What this task involves: Using the entries below, copy out all lines where "松屋町筋" is found.

Extracted records:
———

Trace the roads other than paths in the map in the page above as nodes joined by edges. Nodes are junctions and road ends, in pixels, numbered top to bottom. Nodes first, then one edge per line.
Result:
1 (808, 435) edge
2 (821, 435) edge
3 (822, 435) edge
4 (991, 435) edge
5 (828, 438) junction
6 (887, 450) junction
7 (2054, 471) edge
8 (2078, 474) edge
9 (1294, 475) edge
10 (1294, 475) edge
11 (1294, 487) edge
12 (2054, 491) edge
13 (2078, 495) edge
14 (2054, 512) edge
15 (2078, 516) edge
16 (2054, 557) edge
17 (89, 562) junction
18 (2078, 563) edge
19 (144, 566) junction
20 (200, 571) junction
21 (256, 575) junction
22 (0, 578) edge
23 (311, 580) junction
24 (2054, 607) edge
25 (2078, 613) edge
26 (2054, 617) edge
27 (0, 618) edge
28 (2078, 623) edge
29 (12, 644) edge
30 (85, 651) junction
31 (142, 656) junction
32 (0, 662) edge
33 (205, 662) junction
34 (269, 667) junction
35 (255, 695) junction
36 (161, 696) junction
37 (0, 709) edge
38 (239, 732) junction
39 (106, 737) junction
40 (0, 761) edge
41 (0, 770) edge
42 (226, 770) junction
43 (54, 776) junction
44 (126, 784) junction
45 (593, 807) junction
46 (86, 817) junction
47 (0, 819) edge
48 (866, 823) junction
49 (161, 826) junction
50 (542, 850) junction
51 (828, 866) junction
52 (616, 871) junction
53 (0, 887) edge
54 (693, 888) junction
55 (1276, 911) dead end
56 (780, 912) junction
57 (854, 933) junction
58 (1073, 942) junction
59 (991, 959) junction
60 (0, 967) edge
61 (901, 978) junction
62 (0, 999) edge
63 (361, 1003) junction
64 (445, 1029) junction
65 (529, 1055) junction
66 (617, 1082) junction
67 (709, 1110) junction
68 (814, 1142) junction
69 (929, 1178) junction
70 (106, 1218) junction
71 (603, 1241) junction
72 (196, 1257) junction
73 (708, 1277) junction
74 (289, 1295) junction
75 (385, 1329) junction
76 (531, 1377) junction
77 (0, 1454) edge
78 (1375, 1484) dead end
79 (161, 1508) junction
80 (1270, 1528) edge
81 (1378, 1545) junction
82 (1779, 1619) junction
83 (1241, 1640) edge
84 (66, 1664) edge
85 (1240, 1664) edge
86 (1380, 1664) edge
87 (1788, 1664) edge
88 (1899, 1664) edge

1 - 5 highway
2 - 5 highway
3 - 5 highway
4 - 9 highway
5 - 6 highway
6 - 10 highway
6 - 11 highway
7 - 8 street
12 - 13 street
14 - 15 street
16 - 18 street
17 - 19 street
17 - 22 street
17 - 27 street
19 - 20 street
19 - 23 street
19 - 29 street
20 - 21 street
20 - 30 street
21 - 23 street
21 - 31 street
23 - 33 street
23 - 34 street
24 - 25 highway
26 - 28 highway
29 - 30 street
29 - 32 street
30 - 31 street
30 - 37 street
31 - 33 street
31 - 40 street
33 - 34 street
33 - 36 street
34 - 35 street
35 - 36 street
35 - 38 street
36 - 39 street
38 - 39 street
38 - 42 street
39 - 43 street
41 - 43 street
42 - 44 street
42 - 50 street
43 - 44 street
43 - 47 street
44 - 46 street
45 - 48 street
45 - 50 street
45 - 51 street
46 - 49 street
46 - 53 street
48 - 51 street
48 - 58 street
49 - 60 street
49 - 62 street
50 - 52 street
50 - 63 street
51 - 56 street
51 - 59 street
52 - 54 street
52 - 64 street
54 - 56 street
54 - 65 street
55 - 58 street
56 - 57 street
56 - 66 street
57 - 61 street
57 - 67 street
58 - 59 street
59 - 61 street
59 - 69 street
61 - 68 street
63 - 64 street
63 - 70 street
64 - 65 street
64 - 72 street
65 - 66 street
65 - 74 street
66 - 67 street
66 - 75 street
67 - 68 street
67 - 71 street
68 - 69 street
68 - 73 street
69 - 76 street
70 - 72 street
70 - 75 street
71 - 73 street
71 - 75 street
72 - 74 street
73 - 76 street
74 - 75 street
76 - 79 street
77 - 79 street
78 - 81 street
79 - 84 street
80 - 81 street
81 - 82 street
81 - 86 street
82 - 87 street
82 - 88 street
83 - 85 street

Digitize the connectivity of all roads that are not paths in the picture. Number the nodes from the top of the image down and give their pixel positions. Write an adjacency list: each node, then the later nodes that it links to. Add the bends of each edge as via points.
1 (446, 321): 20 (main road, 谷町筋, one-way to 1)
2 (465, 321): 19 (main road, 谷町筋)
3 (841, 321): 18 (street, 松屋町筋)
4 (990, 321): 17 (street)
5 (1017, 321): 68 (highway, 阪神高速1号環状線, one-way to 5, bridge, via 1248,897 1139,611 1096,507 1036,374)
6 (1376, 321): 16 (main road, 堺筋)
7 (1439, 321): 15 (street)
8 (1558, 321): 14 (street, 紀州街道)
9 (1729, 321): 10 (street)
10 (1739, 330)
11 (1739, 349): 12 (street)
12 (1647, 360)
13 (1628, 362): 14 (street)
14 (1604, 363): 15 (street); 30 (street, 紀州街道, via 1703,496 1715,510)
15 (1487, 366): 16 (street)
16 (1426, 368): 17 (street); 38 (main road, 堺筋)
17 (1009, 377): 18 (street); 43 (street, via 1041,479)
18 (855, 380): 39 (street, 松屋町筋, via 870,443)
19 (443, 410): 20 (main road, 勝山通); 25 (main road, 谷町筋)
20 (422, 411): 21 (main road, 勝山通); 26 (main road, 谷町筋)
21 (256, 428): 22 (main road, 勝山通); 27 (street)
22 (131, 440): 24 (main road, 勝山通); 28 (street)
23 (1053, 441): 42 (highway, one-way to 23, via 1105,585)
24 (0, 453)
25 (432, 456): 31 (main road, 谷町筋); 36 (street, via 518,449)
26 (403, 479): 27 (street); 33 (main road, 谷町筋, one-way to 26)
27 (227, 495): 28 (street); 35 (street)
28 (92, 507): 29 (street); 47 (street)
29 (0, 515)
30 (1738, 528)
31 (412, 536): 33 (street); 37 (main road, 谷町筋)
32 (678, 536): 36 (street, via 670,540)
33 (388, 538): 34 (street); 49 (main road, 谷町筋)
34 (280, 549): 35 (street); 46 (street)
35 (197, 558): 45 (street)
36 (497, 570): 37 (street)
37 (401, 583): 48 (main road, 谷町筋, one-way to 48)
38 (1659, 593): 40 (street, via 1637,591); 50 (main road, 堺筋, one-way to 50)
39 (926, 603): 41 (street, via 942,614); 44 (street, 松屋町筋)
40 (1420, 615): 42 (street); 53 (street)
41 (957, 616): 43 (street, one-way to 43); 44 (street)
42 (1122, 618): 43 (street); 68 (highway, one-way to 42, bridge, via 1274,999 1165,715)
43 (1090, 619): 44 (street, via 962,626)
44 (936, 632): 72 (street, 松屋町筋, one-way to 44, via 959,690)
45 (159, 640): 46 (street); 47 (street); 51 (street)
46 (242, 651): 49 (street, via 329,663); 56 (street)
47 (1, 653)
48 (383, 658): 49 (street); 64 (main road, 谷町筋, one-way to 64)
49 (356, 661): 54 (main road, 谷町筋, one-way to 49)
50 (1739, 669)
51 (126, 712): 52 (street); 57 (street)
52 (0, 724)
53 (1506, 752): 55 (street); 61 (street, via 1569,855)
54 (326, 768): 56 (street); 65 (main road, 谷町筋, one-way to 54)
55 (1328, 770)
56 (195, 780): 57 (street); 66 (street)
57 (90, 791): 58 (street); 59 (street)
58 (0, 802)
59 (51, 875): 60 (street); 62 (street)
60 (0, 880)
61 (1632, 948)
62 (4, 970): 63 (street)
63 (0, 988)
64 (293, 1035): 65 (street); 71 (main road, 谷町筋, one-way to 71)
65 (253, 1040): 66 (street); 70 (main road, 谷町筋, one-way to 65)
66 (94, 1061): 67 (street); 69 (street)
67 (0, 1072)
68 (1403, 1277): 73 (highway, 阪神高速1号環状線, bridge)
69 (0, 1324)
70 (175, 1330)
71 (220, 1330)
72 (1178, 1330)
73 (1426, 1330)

———

Completed task:
3 (841, 321): 18 (street, 松屋町筋)
18 (855, 380): 39 (street, 松屋町筋, via 870,443)
39 (926, 603): 41 (street, via 942,614); 44 (street, 松屋町筋)
44 (936, 632): 72 (street, 松屋町筋, one-way to 44, via 959,690)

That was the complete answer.